La destruction partielle du barrage de Kakhovka a suscité de nouvelles inquiétudes pour la centrale nucléaire de Zaporijjia, située à 150 km en amont, celui-ci assurant son refroidissement. Il n’y a « pas de danger nucléaire immédiat », a toutefois souligné l’Agence internationale pour l’énergie atomique (AIEA), insistant sur le fait que ses experts dans ces installations surveillaient la situation.
Comme le barrage, la centrale est située dans une zone occupée par les Russes après l’invasion qu’ils ont déclenchée le 24 février 2022. « L’inondation est juste devant nos yeux. Personne ne sait ce qui peut se passer désormais », a commenté auprès de l’AFP Viktor, un habitant de Kherson, la plus grande cité des environs du barrage, reprise en novembre 2022 par les Ukrainiens. « Ces porcs doivent fuir plus vite, ils doivent être chassés ! Ce n’est pas une vie ça ! Ici, ils tirent et, là, ils inondent ! », s’est emportée Lioudmila en évoquant les occupants russes. « Cent cinquante tonnes d’huile moteur » se sont déversées mardi dans le Dniepr, ont relevé les responsables ukrainiens.
La destruction partielle du barrage est « la plus grande catastrophe environnementale causée par l’homme en Europe depuis des décennies », « la Russie est coupable d’un écocide brutal », a quant à lui accusé M. Zelensky. « L’Ukraine réclame une réunion d’urgence du Conseil de sécurité des Nations unies », a fait savoir son ministre des Affaires étrangères, Dmytro Kouleba. « La Russie ne peut pas nous vaincre sur le champ de bataille, alors elle cible les infrastructures civiles », a lâché à La Haye le représentant ukrainien Anton Korynevych devant la Cour internationale de Justice, la plus haute juridiction de l’ONU.

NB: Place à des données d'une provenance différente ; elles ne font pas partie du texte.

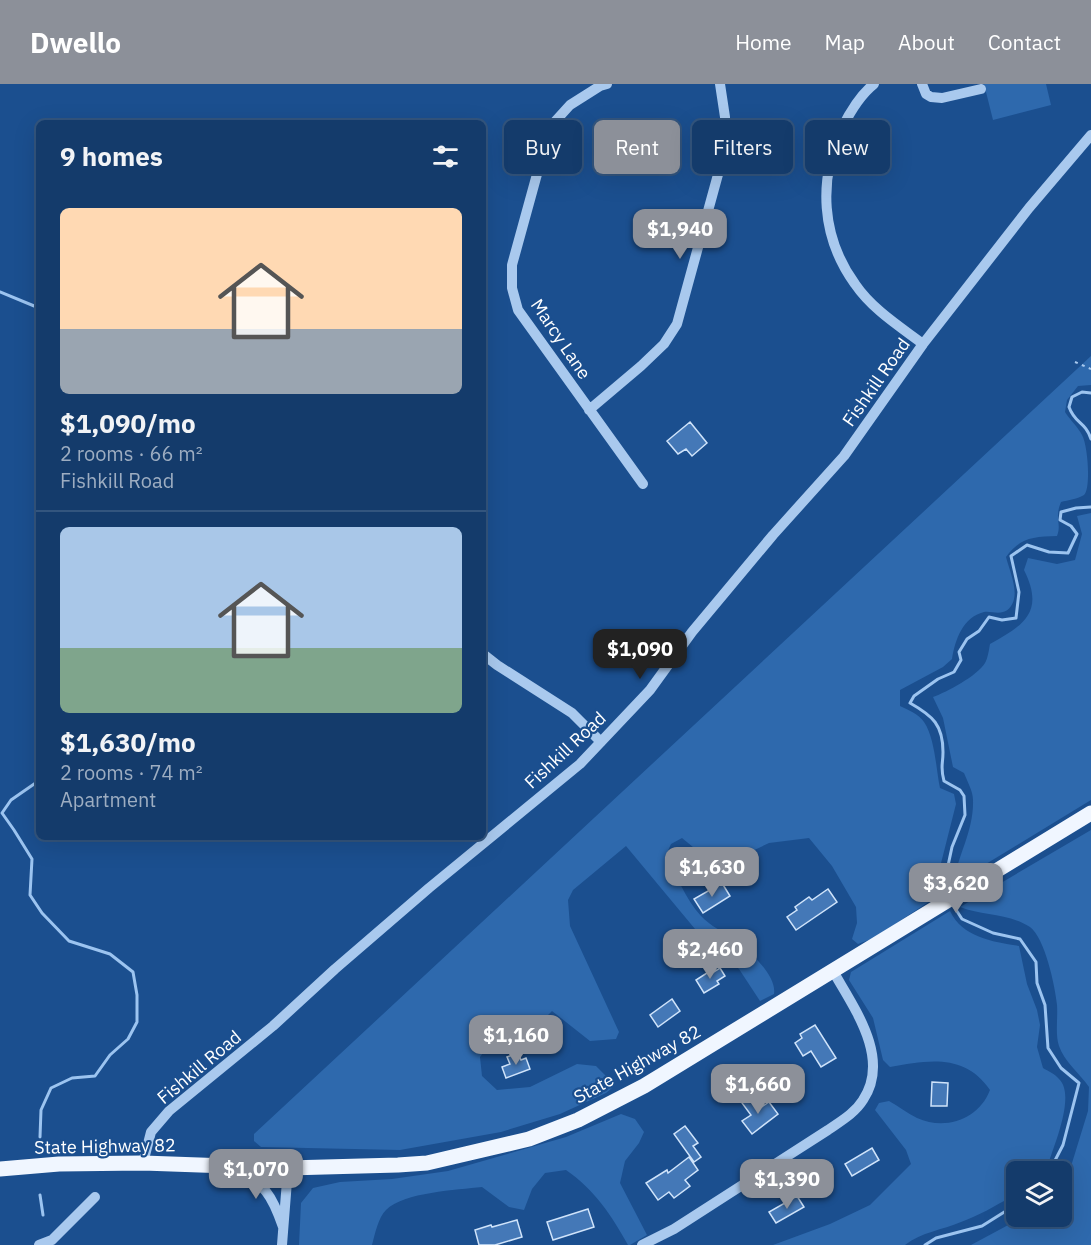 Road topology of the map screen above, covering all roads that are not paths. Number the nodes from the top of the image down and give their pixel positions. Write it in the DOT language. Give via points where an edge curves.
graph roads {
  1 [pos="607,84"];
  2 [pos="720,84"];
  3 [pos="874,84"];
  4 [pos="921,84"];
  5 [pos="981,89"];
  6 [pos="1091,135"];
  7 [pos="923,344"];
  8 [pos="589,410"];
  9 [pos="643,483"];
  10 [pos="486,656"];
  11 [pos="601,742"];
  12 [pos="1091,813"];
  13 [pos="833,971"];
  14 [pos="142,1162"];
  15 [pos="235,1167"];
  16 [pos="288,1168"];
  17 [pos="0,1169"];
  18 [pos="95,1197"];
  19 [pos="283,1227"];
  20 [pos="39,1245"];
  21 [pos="282,1245"];
  22 [pos="642,1245"];
  1 -- 8 [label="street, Marcy Lane" via="570,105 550,127 512,265 512,288 518,310"];
  2 -- 8 [label="street" via="725,150 677,324 664,344"];
  3 -- 7 [label="street" via="850,112 828,166 825,199 830,230 855,284 880,312"];
  4 -- 5 [label="street" via="926,94 936,98"];
  6 -- 7 [label="street, Fishkill Road"];
  7 -- 11 [label="street, Fishkill Road" via="843,456 692,632 650,690"];
  8 -- 9 [label="street, Marcy Lane"];
  10 -- 11 [label="street" via="572,713"];
  11 -- 14 [label="street, Fishkill Road" via="580,764 170,1111 151,1132"];
  12 -- 13 [label="main road, State Highway 82"];
  13 -- 16 [label="main road, State Highway 82" via="628,1095 529,1139 426,1163"];
  13 -- 22 [label="street" via="860,1019 873,1054 874,1077 862,1102 828,1130 693,1217"];
  14 -- 15 [label="main road, State Highway 82"];
  14 -- 17 [label="main road, State Highway 82"];
  15 -- 16 [label="main road, State Highway 82"];
  15 -- 19 [label="street" via="264,1187 274,1201"];
  16 -- 19 [label="street"];
  18 -- 20 [label="street" via="52,1240"];
  19 -- 21 [label="street"];
}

Moscou devra rendre des comptes pour ce « crime de guerre », a lancé le chef du Conseil européen Charles Michel, le secrétaire général de l’Otan Jens Stoltenberg dénonçant « un acte scandaleux ». L’Allemagne et la France ont vivement condamné l’action contre le barrage de Kakhovka, tandis que pour le Royaume-Uni il s’agit d’un « crime de guerre ».